▸ **Problem**:
Would you print out every entry exactly as given?

▸ **Exercise data**:
* * * *

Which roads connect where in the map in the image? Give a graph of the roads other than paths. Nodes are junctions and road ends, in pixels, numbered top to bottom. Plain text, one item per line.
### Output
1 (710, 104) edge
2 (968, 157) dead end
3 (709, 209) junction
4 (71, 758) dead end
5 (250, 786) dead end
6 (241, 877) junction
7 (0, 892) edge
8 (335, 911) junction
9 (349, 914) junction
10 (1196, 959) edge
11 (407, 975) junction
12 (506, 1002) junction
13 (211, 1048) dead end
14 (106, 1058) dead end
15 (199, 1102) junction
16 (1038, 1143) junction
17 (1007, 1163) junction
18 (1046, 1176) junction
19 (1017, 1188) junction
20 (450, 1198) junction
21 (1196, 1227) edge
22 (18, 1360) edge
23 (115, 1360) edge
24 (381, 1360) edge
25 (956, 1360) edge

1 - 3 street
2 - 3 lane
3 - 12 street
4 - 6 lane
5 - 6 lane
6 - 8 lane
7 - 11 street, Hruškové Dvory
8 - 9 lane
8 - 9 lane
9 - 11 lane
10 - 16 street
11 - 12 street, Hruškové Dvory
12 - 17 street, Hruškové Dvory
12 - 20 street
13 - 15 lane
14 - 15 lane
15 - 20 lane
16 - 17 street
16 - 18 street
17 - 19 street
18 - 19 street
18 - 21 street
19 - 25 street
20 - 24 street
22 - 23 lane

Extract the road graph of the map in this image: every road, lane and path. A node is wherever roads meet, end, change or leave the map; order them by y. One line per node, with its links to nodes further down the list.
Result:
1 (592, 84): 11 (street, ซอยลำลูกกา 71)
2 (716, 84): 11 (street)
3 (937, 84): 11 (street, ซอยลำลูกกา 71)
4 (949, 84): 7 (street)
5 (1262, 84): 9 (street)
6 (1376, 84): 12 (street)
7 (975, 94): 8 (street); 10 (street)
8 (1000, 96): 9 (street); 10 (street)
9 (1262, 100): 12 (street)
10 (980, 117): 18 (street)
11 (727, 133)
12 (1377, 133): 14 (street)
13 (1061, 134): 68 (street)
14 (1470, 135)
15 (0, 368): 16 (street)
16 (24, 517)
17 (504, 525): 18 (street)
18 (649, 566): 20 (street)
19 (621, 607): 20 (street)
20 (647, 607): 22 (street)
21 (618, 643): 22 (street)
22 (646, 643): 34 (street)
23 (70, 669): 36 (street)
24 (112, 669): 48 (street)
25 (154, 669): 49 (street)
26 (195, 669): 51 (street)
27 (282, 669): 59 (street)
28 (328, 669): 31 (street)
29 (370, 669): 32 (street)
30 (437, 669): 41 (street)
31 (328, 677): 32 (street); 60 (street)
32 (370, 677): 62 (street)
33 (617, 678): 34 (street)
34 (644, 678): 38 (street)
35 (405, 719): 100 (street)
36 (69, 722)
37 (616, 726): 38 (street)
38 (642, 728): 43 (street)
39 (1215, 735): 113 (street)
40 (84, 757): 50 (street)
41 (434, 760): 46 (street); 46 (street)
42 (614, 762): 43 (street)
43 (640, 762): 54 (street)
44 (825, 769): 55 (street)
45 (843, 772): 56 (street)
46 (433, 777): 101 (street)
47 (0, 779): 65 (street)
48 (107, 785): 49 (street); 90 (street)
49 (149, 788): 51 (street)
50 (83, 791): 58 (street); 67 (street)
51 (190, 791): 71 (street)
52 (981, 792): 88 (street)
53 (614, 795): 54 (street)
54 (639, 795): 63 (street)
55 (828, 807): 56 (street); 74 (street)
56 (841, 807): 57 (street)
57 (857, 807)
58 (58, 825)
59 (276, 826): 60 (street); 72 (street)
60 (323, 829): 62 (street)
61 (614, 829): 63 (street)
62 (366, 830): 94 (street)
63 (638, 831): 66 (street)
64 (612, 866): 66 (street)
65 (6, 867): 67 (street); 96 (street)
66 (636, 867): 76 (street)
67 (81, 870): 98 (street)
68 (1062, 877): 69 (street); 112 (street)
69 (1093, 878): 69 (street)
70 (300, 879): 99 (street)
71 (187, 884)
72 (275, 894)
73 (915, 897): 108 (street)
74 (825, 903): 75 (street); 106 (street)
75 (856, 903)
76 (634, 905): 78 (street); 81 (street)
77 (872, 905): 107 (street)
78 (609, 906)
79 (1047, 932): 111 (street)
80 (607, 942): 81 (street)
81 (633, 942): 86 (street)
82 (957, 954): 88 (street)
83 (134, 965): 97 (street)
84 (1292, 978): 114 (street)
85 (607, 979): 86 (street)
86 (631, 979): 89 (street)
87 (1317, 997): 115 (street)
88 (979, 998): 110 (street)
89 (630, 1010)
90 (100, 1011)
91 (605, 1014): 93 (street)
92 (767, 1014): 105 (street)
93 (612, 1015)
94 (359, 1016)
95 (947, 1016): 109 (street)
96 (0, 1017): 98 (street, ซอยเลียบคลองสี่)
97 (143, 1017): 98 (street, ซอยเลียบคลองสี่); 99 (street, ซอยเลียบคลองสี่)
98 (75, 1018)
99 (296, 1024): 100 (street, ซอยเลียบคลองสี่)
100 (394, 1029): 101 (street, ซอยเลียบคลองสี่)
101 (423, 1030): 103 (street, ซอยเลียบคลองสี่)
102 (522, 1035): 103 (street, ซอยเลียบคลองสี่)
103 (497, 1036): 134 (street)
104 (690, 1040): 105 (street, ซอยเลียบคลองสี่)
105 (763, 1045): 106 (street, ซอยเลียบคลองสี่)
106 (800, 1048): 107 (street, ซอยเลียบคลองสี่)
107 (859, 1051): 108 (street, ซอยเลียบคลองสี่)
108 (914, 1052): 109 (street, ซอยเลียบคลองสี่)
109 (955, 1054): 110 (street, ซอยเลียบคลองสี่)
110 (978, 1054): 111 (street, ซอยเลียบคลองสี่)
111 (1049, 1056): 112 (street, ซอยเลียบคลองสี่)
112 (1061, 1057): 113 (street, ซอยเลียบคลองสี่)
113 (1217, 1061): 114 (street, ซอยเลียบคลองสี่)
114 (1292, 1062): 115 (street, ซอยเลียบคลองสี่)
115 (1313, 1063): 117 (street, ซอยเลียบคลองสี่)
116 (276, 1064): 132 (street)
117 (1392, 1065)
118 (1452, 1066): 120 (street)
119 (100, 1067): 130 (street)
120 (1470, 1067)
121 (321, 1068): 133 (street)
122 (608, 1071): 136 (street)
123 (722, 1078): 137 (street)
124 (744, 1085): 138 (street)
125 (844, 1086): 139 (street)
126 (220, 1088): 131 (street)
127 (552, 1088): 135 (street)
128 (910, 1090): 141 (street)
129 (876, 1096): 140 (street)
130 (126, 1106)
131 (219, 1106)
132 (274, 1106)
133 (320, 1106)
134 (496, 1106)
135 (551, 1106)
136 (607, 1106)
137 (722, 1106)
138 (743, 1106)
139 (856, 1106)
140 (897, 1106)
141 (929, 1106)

* * * *

▸ **Output for this exercise**:
Which roads connect where in the map in the image? Give a graph of the roads other than paths. Nodes are junctions and road ends, in pixels, numbered top to bottom. Plain text, one item per line.
### Output
1 (710, 104) edge
2 (968, 157) dead end
3 (709, 209) junction
4 (71, 758) dead end
5 (250, 786) dead end
6 (241, 877) junction
7 (0, 892) edge
8 (335, 911) junction
9 (349, 914) junction
10 (1196, 959) edge
11 (407, 975) junction
12 (506, 1002) junction
13 (211, 1048) dead end
14 (106, 1058) dead end
15 (199, 1102) junction
16 (1038, 1143) junction
17 (1007, 1163) junction
18 (1046, 1176) junction
19 (1017, 1188) junction
20 (450, 1198) junction
21 (1196, 1227) edge
22 (18, 1360) edge
23 (115, 1360) edge
24 (381, 1360) edge
25 (956, 1360) edge

1 - 3 street
2 - 3 lane
3 - 12 street
4 - 6 lane
5 - 6 lane
6 - 8 lane
7 - 11 street, Hruškové Dvory
8 - 9 lane
8 - 9 lane
9 - 11 lane
10 - 16 street
11 - 12 street, Hruškové Dvory
12 - 17 street, Hruškové Dvory
12 - 20 street
13 - 15 lane
14 - 15 lane
15 - 20 lane
16 - 17 street
16 - 18 street
17 - 19 street
18 - 19 street
18 - 21 street
19 - 25 street
20 - 24 street
22 - 23 lane

Extract the road graph of the map in this image: every road, lane and path. A node is wherever roads meet, end, change or leave the map; order them by y. One line per node, with its links to nodes further down the list.
Result:
1 (592, 84): 11 (street, ซอยลำลูกกา 71)
2 (716, 84): 11 (street)
3 (937, 84): 11 (street, ซอยลำลูกกา 71)
4 (949, 84): 7 (street)
5 (1262, 84): 9 (street)
6 (1376, 84): 12 (street)
7 (975, 94): 8 (street); 10 (street)
8 (1000, 96): 9 (street); 10 (street)
9 (1262, 100): 12 (street)
10 (980, 117): 18 (street)
11 (727, 133)
12 (1377, 133): 14 (street)
13 (1061, 134): 68 (street)
14 (1470, 135)
15 (0, 368): 16 (street)
16 (24, 517)
17 (504, 525): 18 (street)
18 (649, 566): 20 (street)
19 (621, 607): 20 (street)
20 (647, 607): 22 (street)
21 (618, 643): 22 (street)
22 (646, 643): 34 (street)
23 (70, 669): 36 (street)
24 (112, 669): 48 (street)
25 (154, 669): 49 (street)
26 (195, 669): 51 (street)
27 (282, 669): 59 (street)
28 (328, 669): 31 (street)
29 (370, 669): 32 (street)
30 (437, 669): 41 (street)
31 (328, 677): 32 (street); 60 (street)
32 (370, 677): 62 (street)
33 (617, 678): 34 (street)
34 (644, 678): 38 (street)
35 (405, 719): 100 (street)
36 (69, 722)
37 (616, 726): 38 (street)
38 (642, 728): 43 (street)
39 (1215, 735): 113 (street)
40 (84, 757): 50 (street)
41 (434, 760): 46 (street); 46 (street)
42 (614, 762): 43 (street)
43 (640, 762): 54 (street)
44 (825, 769): 55 (street)
45 (843, 772): 56 (street)
46 (433, 777): 101 (street)
47 (0, 779): 65 (street)
48 (107, 785): 49 (street); 90 (street)
49 (149, 788): 51 (street)
50 (83, 791): 58 (street); 67 (street)
51 (190, 791): 71 (street)
52 (981, 792): 88 (street)
53 (614, 795): 54 (street)
54 (639, 795): 63 (street)
55 (828, 807): 56 (street); 74 (street)
56 (841, 807): 57 (street)
57 (857, 807)
58 (58, 825)
59 (276, 826): 60 (street); 72 (street)
60 (323, 829): 62 (street)
61 (614, 829): 63 (street)
62 (366, 830): 94 (street)
63 (638, 831): 66 (street)
64 (612, 866): 66 (street)
65 (6, 867): 67 (street); 96 (street)
66 (636, 867): 76 (street)
67 (81, 870): 98 (street)
68 (1062, 877): 69 (street); 112 (street)
69 (1093, 878): 69 (street)
70 (300, 879): 99 (street)
71 (187, 884)
72 (275, 894)
73 (915, 897): 108 (street)
74 (825, 903): 75 (street); 106 (street)
75 (856, 903)
76 (634, 905): 78 (street); 81 (street)
77 (872, 905): 107 (street)
78 (609, 906)
79 (1047, 932): 111 (street)
80 (607, 942): 81 (street)
81 (633, 942): 86 (street)
82 (957, 954): 88 (street)
83 (134, 965): 97 (street)
84 (1292, 978): 114 (street)
85 (607, 979): 86 (street)
86 (631, 979): 89 (street)
87 (1317, 997): 115 (street)
88 (979, 998): 110 (street)
89 (630, 1010)
90 (100, 1011)
91 (605, 1014): 93 (street)
92 (767, 1014): 105 (street)
93 (612, 1015)
94 (359, 1016)
95 (947, 1016): 109 (street)
96 (0, 1017): 98 (street, ซอยเลียบคลองสี่)
97 (143, 1017): 98 (street, ซอยเลียบคลองสี่); 99 (street, ซอยเลียบคลองสี่)
98 (75, 1018)
99 (296, 1024): 100 (street, ซอยเลียบคลองสี่)
100 (394, 1029): 101 (street, ซอยเลียบคลองสี่)
101 (423, 1030): 103 (street, ซอยเลียบคลองสี่)
102 (522, 1035): 103 (street, ซอยเลียบคลองสี่)
103 (497, 1036): 134 (street)
104 (690, 1040): 105 (street, ซอยเลียบคลองสี่)
105 (763, 1045): 106 (street, ซอยเลียบคลองสี่)
106 (800, 1048): 107 (street, ซอยเลียบคลองสี่)
107 (859, 1051): 108 (street, ซอยเลียบคลองสี่)
108 (914, 1052): 109 (street, ซอยเลียบคลองสี่)
109 (955, 1054): 110 (street, ซอยเลียบคลองสี่)
110 (978, 1054): 111 (street, ซอยเลียบคลองสี่)
111 (1049, 1056): 112 (street, ซอยเลียบคลองสี่)
112 (1061, 1057): 113 (street, ซอยเลียบคลองสี่)
113 (1217, 1061): 114 (street, ซอยเลียบคลองสี่)
114 (1292, 1062): 115 (street, ซอยเลียบคลองสี่)
115 (1313, 1063): 117 (street, ซอยเลียบคลองสี่)
116 (276, 1064): 132 (street)
117 (1392, 1065)
118 (1452, 1066): 120 (street)
119 (100, 1067): 130 (street)
120 (1470, 1067)
121 (321, 1068): 133 (street)
122 (608, 1071): 136 (street)
123 (722, 1078): 137 (street)
124 (744, 1085): 138 (street)
125 (844, 1086): 139 (street)
126 (220, 1088): 131 (street)
127 (552, 1088): 135 (street)
128 (910, 1090): 141 (street)
129 (876, 1096): 140 (street)
130 (126, 1106)
131 (219, 1106)
132 (274, 1106)
133 (320, 1106)
134 (496, 1106)
135 (551, 1106)
136 (607, 1106)
137 (722, 1106)
138 (743, 1106)
139 (856, 1106)
140 (897, 1106)
141 (929, 1106)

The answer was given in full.